O senador Carlos Viana (MG) protocolou nesta terça-feira (8) um pedido de prisão preventiva do diretor-geral da Polícia Federal, Andrei Rodrigues, horas depois de o ministro André Mendonça, do Supremo Tribunal Federal, determinar o afastamento preventivo dele do cargo. "Se a estrutura de inteligência da Polícia Federal foi usada ilegalmente, afastamento não encerra o caso. É preciso chegar aos responsáveis", escreveu o parlamentar nas redes sociais, antes de concluir: "Ninguém está acima da lei. Nem quem tem o poder de investigar".
A decisão de Mendonça, publicada nesta terça, aponta que a estrutura de inteligência da corporação produziu seis relatórios entre 3 e 31 de agosto, com monitoramento do ministro por mais de 30 dias seguidos, acompanhamento que também teria alcançado Jorge Messias. Ainda segundo o despacho, os documentos foram encaminhados ao ministro Alexandre de Moraes no dia 1º de setembro.

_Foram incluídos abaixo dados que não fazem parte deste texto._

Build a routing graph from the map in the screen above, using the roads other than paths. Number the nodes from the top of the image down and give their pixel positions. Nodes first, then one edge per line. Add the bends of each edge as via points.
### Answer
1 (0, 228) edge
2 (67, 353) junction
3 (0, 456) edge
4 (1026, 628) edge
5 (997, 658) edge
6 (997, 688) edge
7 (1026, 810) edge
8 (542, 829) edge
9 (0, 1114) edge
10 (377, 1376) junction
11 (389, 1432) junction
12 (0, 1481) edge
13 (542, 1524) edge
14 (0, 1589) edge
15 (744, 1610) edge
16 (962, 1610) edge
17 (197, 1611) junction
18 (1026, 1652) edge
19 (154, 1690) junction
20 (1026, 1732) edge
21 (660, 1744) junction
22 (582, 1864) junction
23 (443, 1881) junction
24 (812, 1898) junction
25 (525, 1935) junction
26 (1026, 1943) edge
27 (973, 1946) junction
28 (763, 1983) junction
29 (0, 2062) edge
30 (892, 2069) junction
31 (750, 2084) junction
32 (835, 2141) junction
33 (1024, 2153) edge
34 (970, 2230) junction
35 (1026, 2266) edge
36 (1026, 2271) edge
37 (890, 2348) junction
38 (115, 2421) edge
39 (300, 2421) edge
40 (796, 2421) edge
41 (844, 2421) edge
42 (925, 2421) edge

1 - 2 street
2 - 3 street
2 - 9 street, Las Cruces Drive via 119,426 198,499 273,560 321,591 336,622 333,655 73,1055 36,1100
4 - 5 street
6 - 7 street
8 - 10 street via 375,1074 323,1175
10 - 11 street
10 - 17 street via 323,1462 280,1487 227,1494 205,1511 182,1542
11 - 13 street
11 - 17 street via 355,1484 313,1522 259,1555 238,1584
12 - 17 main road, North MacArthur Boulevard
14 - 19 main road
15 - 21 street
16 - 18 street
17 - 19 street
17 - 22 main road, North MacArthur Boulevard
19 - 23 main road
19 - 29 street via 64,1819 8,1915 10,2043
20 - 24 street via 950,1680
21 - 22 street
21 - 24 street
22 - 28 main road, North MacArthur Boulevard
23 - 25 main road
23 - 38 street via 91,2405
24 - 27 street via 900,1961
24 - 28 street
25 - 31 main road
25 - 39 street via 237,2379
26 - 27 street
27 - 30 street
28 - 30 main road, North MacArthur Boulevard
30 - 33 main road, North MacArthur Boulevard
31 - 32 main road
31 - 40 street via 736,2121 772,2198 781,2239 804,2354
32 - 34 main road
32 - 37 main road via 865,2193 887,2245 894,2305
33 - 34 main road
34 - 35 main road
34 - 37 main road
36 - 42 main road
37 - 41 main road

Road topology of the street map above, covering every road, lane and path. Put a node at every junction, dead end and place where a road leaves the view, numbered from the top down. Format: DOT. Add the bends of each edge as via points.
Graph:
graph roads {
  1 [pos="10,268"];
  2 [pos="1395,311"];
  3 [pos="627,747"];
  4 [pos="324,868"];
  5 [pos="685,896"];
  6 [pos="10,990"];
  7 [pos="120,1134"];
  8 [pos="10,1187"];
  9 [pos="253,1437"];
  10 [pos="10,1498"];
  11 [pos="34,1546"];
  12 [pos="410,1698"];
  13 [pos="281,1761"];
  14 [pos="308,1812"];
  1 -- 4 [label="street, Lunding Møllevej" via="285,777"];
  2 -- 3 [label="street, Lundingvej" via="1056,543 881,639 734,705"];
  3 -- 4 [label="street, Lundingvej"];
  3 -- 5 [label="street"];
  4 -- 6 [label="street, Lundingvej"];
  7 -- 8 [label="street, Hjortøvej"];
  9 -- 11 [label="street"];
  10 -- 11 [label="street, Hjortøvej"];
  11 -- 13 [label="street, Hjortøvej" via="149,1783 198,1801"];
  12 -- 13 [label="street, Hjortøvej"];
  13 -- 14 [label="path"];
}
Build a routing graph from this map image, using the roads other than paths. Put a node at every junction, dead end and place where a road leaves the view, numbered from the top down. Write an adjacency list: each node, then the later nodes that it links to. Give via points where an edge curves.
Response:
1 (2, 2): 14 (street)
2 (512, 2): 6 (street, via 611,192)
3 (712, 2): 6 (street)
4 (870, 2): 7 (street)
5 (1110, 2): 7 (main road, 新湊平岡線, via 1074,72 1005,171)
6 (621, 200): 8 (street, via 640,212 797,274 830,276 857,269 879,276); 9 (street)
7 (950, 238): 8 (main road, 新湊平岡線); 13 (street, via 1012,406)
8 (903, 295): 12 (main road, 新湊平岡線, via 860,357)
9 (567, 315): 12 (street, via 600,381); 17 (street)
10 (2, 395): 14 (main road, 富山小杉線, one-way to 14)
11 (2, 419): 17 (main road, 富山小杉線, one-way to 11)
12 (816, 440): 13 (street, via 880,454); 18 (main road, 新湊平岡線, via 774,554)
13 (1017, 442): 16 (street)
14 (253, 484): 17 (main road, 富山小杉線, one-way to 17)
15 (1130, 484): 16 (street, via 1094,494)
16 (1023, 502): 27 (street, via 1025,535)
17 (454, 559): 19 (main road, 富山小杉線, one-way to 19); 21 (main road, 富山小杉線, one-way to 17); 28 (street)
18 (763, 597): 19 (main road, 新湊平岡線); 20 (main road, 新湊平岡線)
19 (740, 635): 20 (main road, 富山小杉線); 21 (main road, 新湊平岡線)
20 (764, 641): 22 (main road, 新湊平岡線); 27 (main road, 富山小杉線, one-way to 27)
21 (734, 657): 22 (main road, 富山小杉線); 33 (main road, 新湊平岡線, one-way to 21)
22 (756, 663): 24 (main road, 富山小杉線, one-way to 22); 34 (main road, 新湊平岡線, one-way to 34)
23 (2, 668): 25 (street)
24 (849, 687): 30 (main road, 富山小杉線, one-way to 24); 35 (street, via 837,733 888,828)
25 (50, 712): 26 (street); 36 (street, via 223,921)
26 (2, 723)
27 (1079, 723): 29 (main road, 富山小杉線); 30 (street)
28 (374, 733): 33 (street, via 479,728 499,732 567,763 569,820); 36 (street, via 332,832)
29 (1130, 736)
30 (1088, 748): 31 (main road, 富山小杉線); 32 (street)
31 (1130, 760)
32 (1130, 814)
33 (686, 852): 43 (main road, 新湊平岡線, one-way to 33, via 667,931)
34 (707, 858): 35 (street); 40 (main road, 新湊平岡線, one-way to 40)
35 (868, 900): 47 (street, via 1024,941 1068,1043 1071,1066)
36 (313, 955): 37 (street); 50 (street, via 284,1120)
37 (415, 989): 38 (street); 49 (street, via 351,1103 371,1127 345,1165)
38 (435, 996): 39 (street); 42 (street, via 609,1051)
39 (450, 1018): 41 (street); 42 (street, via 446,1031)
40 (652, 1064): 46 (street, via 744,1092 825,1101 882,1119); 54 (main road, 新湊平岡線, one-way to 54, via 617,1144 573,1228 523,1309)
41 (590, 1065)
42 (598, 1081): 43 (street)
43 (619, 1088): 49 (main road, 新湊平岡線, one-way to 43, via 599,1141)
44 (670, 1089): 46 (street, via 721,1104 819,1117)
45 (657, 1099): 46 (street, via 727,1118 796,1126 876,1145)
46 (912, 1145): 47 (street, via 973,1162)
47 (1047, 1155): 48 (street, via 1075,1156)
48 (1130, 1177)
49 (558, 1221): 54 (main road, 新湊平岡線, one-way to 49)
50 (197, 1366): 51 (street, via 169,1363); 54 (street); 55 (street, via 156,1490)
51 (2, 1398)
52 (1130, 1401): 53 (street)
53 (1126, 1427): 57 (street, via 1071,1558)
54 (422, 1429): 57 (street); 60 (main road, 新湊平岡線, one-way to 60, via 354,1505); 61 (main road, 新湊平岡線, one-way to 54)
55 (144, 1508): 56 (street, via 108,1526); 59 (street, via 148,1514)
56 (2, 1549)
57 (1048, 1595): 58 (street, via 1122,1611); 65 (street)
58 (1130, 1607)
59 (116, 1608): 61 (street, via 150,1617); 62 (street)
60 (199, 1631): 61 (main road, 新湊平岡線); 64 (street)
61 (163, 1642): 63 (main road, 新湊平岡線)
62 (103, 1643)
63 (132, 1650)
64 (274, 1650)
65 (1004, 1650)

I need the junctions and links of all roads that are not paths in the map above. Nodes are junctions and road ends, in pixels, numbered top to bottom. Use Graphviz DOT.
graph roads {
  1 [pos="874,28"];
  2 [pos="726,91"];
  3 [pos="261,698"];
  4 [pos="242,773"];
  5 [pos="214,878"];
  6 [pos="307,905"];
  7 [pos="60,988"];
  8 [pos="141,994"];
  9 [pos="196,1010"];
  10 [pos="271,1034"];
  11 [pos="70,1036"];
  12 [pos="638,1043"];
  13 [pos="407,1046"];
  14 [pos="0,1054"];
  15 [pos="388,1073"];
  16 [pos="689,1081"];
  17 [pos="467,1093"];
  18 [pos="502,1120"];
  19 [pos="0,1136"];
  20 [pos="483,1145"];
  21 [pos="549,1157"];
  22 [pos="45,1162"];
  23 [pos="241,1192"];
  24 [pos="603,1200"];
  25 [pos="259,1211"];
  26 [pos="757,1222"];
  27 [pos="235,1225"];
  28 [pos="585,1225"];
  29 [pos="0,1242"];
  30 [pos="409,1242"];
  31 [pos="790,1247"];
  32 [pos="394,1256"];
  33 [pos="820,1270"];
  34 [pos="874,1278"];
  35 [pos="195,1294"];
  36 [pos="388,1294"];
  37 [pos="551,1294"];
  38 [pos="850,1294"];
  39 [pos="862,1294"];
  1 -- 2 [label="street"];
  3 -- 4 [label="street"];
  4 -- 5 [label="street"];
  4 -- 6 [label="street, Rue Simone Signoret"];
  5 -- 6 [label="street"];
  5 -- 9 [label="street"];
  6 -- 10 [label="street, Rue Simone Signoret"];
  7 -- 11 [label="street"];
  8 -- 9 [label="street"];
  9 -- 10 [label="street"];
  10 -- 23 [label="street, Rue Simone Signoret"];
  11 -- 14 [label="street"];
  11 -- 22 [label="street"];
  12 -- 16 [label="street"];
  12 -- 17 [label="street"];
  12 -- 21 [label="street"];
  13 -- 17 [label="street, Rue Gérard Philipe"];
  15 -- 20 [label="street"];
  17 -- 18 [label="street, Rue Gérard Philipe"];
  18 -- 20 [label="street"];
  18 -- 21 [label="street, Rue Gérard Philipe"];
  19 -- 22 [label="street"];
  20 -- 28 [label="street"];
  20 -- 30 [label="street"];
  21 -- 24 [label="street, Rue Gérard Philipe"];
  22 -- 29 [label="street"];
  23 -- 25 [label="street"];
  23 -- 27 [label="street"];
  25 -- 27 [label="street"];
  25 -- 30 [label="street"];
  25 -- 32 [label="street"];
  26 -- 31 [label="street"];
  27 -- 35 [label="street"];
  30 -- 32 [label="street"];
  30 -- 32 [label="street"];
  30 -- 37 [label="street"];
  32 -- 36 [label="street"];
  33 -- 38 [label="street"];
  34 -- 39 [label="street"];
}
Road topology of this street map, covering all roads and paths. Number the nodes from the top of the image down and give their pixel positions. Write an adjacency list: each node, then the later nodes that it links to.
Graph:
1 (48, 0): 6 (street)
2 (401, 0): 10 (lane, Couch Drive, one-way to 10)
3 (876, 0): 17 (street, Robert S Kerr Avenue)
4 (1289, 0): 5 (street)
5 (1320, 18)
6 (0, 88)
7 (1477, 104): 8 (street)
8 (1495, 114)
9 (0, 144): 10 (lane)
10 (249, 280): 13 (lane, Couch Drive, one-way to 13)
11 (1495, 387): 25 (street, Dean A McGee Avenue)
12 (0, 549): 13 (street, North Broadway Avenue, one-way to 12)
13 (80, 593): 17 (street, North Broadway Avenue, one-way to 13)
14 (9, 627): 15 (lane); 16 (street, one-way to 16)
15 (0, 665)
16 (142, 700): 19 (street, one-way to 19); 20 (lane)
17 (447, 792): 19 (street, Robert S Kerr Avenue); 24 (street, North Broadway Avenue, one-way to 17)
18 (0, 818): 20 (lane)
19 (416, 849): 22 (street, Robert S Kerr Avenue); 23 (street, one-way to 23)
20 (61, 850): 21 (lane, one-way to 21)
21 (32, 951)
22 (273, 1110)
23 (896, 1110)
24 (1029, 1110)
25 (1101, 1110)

Na representação, Viana pede também o afastamento e a prisão do chefe do serviço de inteligência da PF e a apuração do uso de dinheiro público na produção dos relatórios. O pedido foi protocolado no STF, na Corregedoria da Polícia Federal, no Tribunal de Contas da União e nos gabinetes da ministra Cármen Lúcia e do presidente do Senado, Davi Alcolumbre. O senador quer ainda a convocação de diretores da corporação, a abertura de uma CPMI e um processo de impeachment contra Moraes. "Quero saber quem deu a ordem, quem executou, quem recebeu os relatórios e para que foram utilizados", afirmou. Até a publicação desta reportagem, a Polícia Federal e Andrei Rodrigues não haviam se manifestado.